Queridos Salvador, Esther y Phala.

 
Aunque ya hace 20 días que volvimos de Camboya, aun se nos ponen los pelos de punta al recordar las maravillosas vacaciones que hemos pasado en ese país, que definitivamente es más que increíble. Un cúmulo de sensaciones, colores, olores y experiencias vitales que aun revisando las más de 1.000 fotos que hemos hecho, creo que son imposibles de describir: hay que estar allí, vivirlo y disfrutarlo.
 
La organización por parte de Camboya Increíble ha sido impecable.
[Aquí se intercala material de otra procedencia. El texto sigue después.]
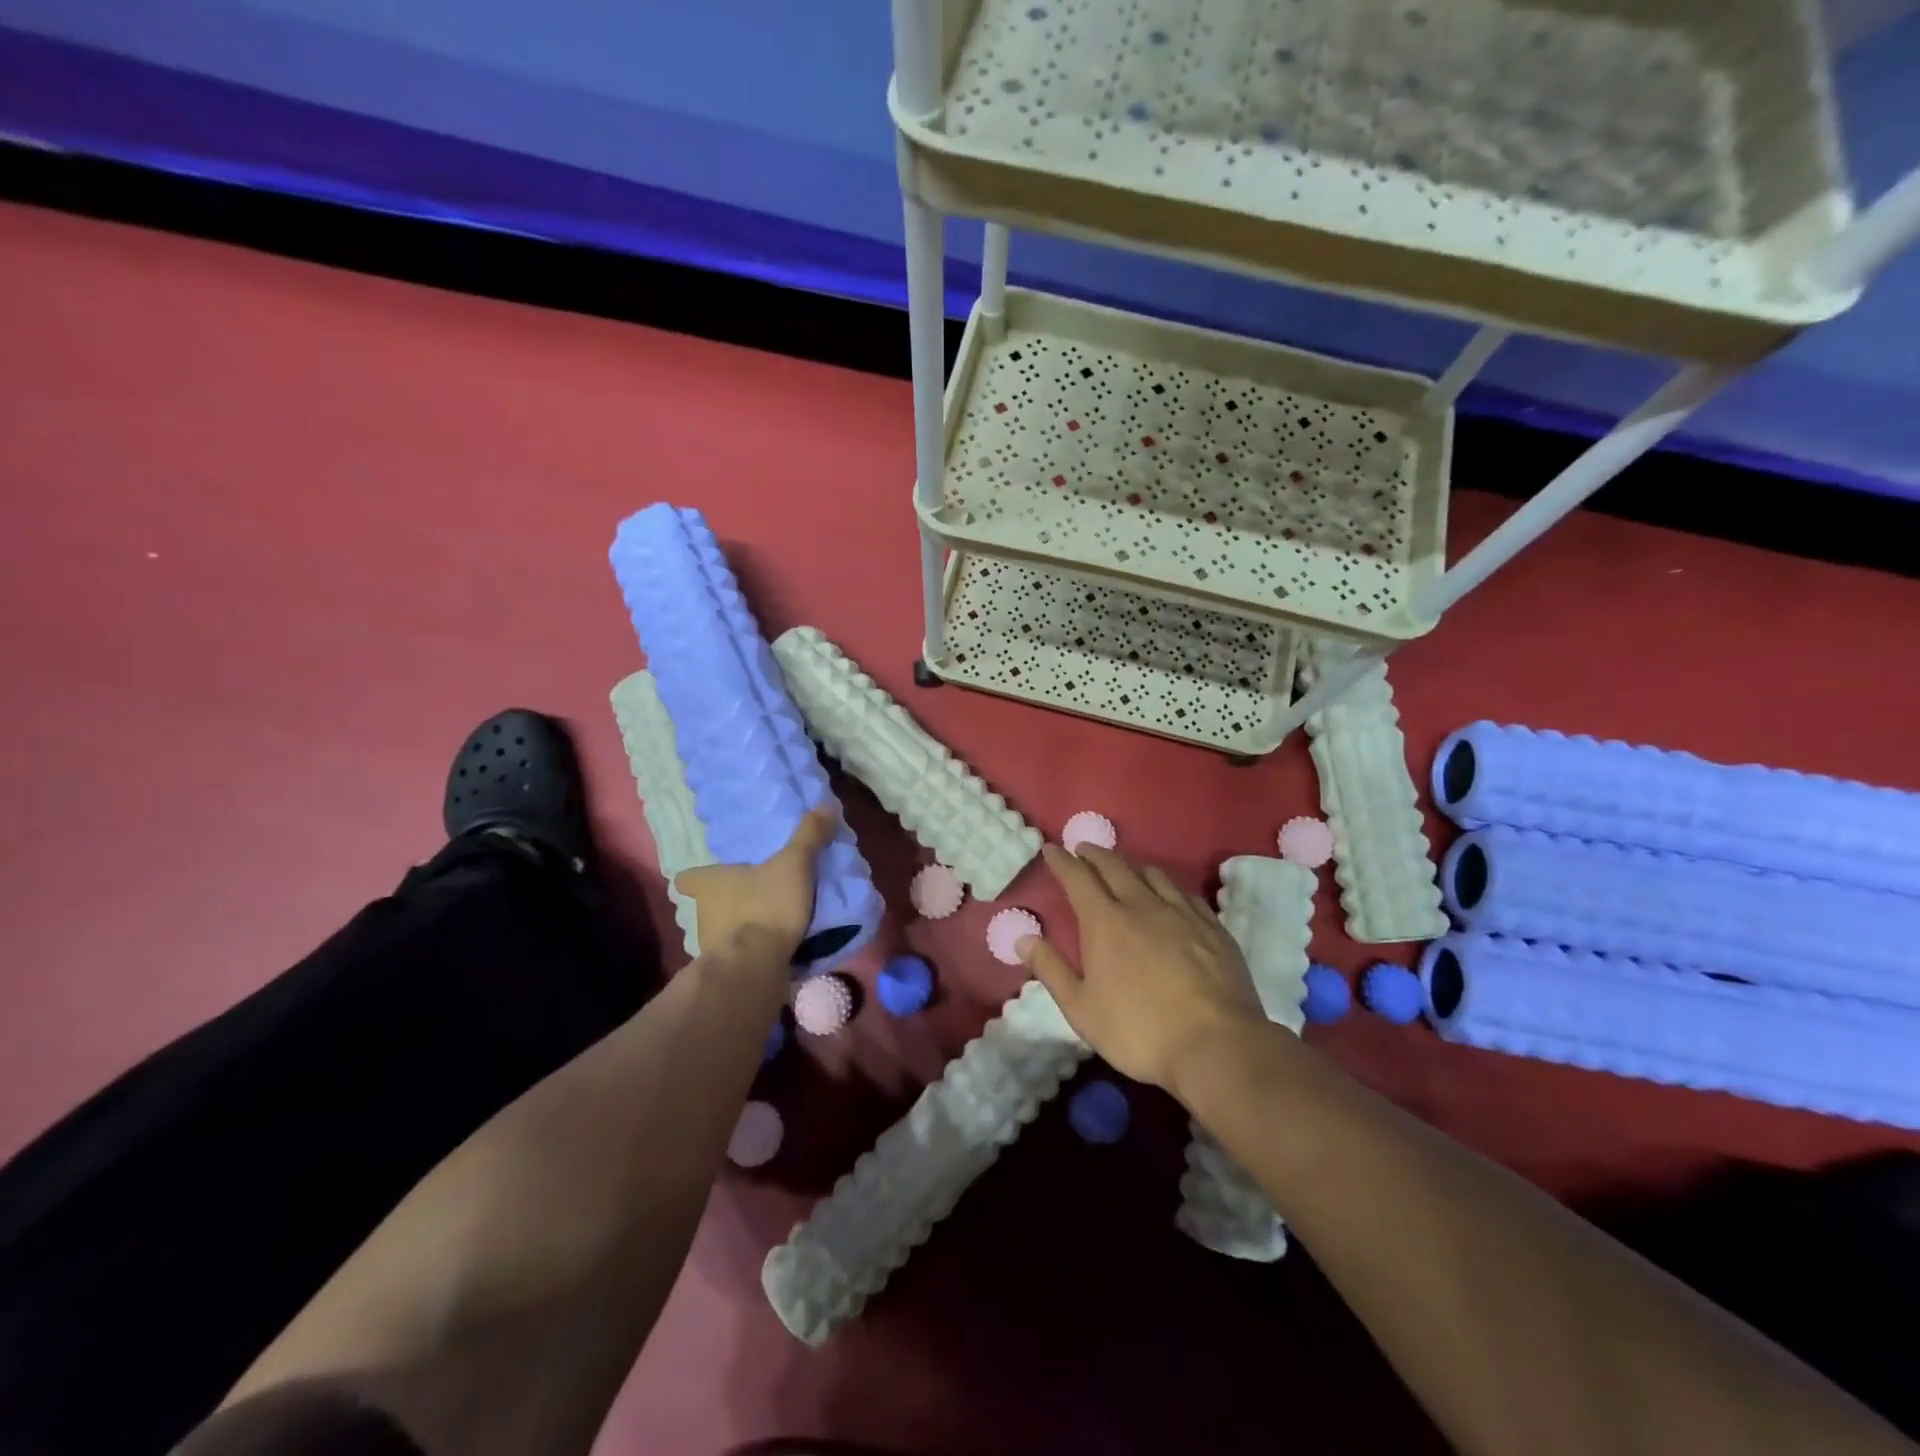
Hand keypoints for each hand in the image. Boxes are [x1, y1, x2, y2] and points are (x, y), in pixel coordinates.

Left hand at [675, 808, 836, 963]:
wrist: (756, 965)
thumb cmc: (766, 906)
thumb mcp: (793, 864)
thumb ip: (808, 836)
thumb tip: (826, 804)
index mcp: (709, 884)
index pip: (686, 878)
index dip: (696, 877)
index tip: (708, 876)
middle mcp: (701, 914)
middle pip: (706, 904)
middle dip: (725, 902)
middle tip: (751, 896)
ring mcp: (710, 945)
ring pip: (720, 931)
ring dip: (739, 928)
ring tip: (767, 924)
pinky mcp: (726, 971)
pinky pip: (737, 956)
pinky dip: (751, 952)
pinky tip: (772, 951)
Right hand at [1018, 844, 1265, 1092]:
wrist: (1215, 1045)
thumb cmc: (1138, 1030)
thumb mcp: (1081, 1008)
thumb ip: (1050, 969)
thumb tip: (1023, 937)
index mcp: (1105, 922)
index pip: (1078, 878)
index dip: (1062, 861)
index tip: (1051, 849)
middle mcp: (1142, 905)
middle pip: (1115, 866)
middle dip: (1095, 854)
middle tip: (1084, 849)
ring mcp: (1182, 913)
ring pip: (1153, 874)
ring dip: (1132, 865)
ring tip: (1124, 867)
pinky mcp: (1213, 927)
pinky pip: (1185, 892)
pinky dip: (1167, 885)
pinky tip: (1169, 894)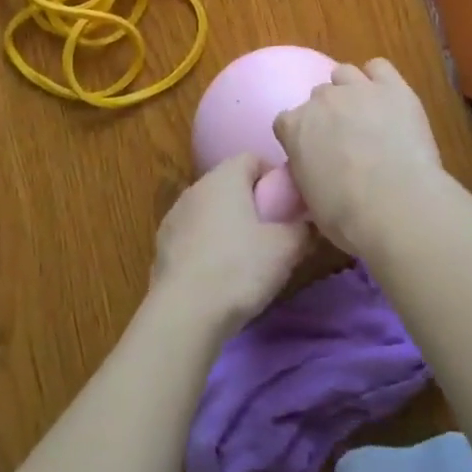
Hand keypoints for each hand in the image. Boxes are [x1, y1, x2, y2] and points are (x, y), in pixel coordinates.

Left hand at [150, 154, 309, 337]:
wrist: (185, 313)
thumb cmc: (240, 268)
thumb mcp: (286, 249)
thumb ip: (303, 229)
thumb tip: (310, 224)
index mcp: (225, 177)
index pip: (253, 158)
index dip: (273, 178)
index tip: (287, 205)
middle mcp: (196, 187)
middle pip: (230, 184)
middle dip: (251, 202)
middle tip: (272, 231)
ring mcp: (175, 215)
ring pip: (210, 210)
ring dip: (227, 224)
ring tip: (246, 256)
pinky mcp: (162, 245)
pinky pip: (194, 235)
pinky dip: (208, 245)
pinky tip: (219, 274)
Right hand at [274, 57, 448, 254]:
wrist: (396, 204)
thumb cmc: (347, 215)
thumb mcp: (311, 200)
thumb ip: (307, 173)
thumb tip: (316, 172)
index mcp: (295, 127)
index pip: (286, 122)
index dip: (300, 137)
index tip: (313, 154)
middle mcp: (321, 100)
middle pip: (318, 97)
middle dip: (328, 115)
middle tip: (345, 140)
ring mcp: (357, 88)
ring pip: (344, 74)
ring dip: (350, 90)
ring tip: (365, 114)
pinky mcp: (392, 87)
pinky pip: (379, 67)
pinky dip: (380, 79)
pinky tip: (387, 97)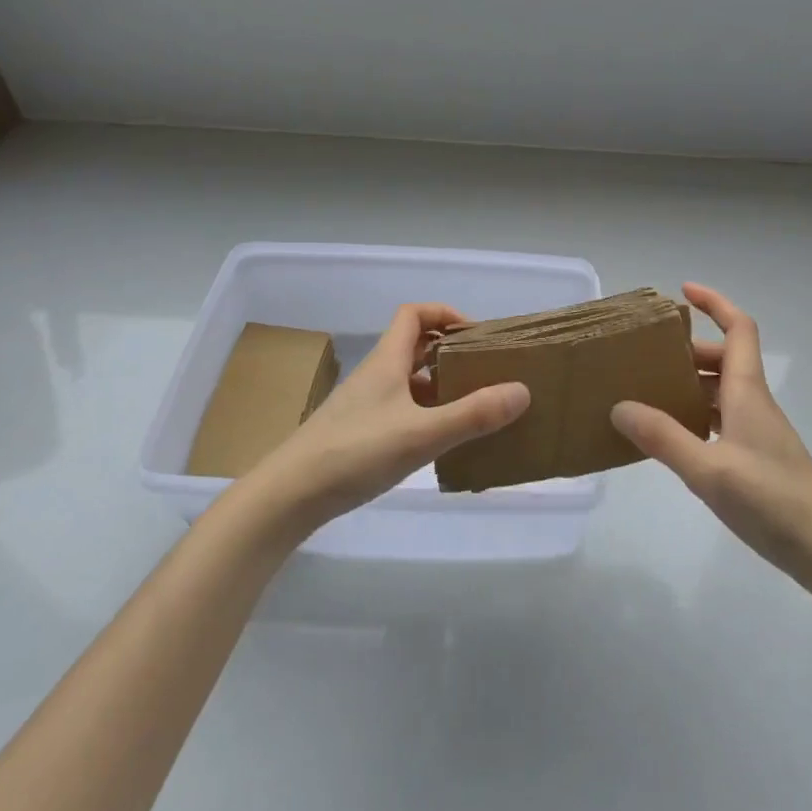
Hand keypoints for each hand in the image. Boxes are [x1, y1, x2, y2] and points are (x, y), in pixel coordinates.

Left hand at [242, 303, 530, 533]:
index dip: (445, 314)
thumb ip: (472, 415)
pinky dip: (423, 414)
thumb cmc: (355, 452)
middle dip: (449, 352)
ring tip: (471, 407)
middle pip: (413, 346)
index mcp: (387, 360)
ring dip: (438, 385)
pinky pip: (399, 409)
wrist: (288, 497)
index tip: (475, 335)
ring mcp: (364, 405)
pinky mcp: (358, 433)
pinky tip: (439, 441)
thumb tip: (522, 390)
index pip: (414, 314)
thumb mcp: (421, 434)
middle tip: (483, 371)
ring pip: (407, 381)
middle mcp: (375, 375)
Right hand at [612, 283, 811, 581]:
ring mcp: (758, 430)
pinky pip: (722, 418)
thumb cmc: (771, 500)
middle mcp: (753, 401)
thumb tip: (620, 406)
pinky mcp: (757, 456)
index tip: (683, 292)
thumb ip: (663, 438)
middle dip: (689, 350)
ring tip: (651, 393)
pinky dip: (697, 414)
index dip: (714, 303)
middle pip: (724, 358)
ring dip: (691, 383)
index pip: (738, 328)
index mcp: (747, 391)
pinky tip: (675, 436)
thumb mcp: (708, 470)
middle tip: (648, 357)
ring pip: (722, 389)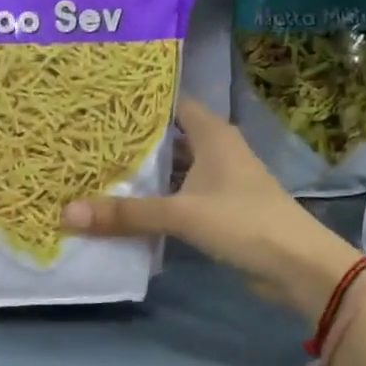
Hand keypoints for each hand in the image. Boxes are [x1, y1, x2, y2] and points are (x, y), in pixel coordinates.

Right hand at [62, 98, 358, 322]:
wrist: (299, 266)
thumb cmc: (244, 222)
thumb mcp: (181, 214)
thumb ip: (126, 214)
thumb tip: (67, 213)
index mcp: (212, 134)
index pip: (173, 102)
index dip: (141, 98)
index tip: (101, 98)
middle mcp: (216, 150)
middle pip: (169, 136)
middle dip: (133, 139)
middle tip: (87, 136)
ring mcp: (220, 181)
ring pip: (174, 168)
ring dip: (144, 172)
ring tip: (97, 168)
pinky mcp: (220, 209)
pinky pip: (180, 195)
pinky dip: (156, 198)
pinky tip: (126, 205)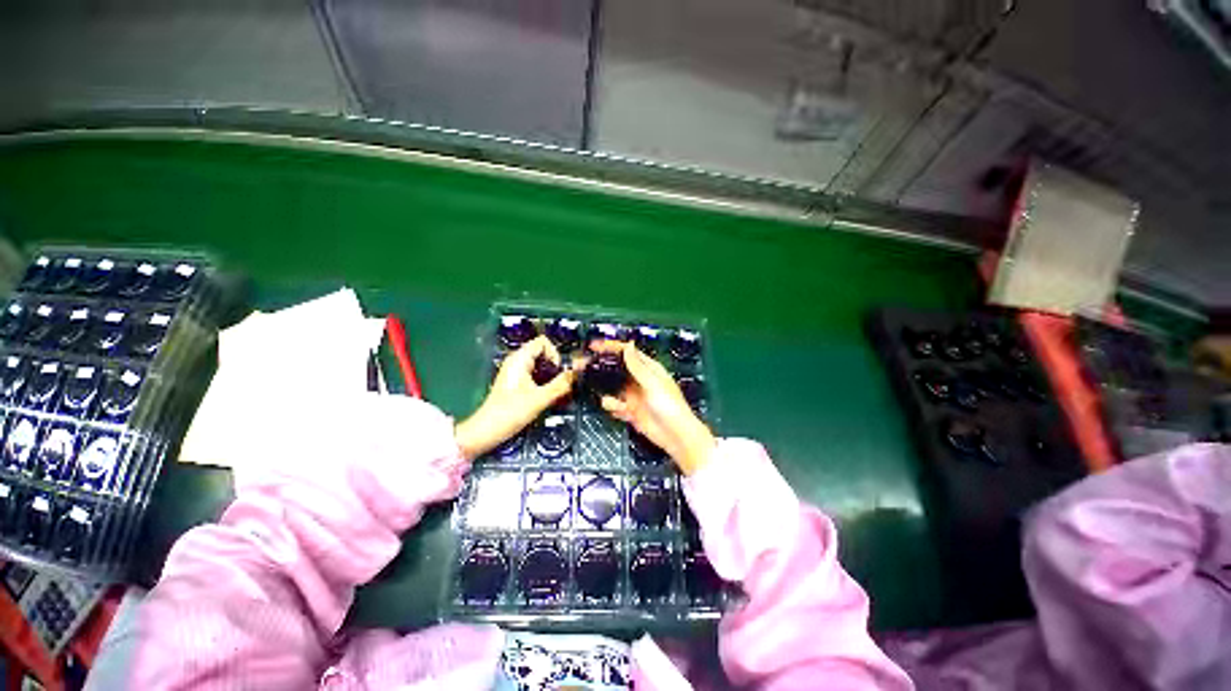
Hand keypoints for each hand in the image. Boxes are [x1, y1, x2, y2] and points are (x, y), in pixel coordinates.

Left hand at [455, 337, 576, 459]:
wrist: (487, 431)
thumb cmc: (511, 412)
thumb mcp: (540, 398)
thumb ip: (561, 384)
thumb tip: (579, 371)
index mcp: (520, 359)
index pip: (543, 342)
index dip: (554, 353)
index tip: (558, 372)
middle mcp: (517, 361)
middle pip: (542, 352)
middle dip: (555, 365)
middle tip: (560, 383)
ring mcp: (515, 372)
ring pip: (540, 365)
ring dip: (551, 375)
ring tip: (555, 391)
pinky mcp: (516, 383)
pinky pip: (535, 374)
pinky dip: (544, 381)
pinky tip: (546, 396)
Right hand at [594, 341, 715, 474]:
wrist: (675, 436)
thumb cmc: (670, 406)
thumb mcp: (653, 383)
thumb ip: (637, 366)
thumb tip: (628, 345)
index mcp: (648, 368)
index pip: (626, 353)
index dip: (610, 348)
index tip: (593, 347)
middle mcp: (639, 379)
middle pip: (615, 369)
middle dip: (600, 369)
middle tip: (581, 367)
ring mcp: (633, 395)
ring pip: (612, 388)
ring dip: (608, 395)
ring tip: (619, 404)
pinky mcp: (630, 410)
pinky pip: (614, 405)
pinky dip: (615, 408)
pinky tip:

Aunque está cuidado cada detalle, no tienes la sensación de que sea un viaje organizado donde vas a contrarreloj todo el tiempo, sino que parece que las cosas van surgiendo al azar y que poco a poco te vas inmiscuyendo en el día a día de los camboyanos. A ello contribuyen enormemente los guías y el resto de miembros del equipo (conductores de moto, de los diferentes tipos de barco, tuk-tuks…) que te hacen partícipes de su cultura y tradiciones. Mención especial a nuestro guía que nos acompañó con su enorme simpatía y amabilidad durante todo el recorrido y también a nuestro guía en Angkor, que nos mostró con sumo detalle la octava maravilla que son los Templos de Angkor.
 
Gracias por toda vuestra atención antes, durante y después del viaje. Gracias por permitirnos conocer Camboya de cerca, despacio y saboreándolo. Y enhorabuena por ese gran equipo que habéis formado, un fuerte abrazo para todos.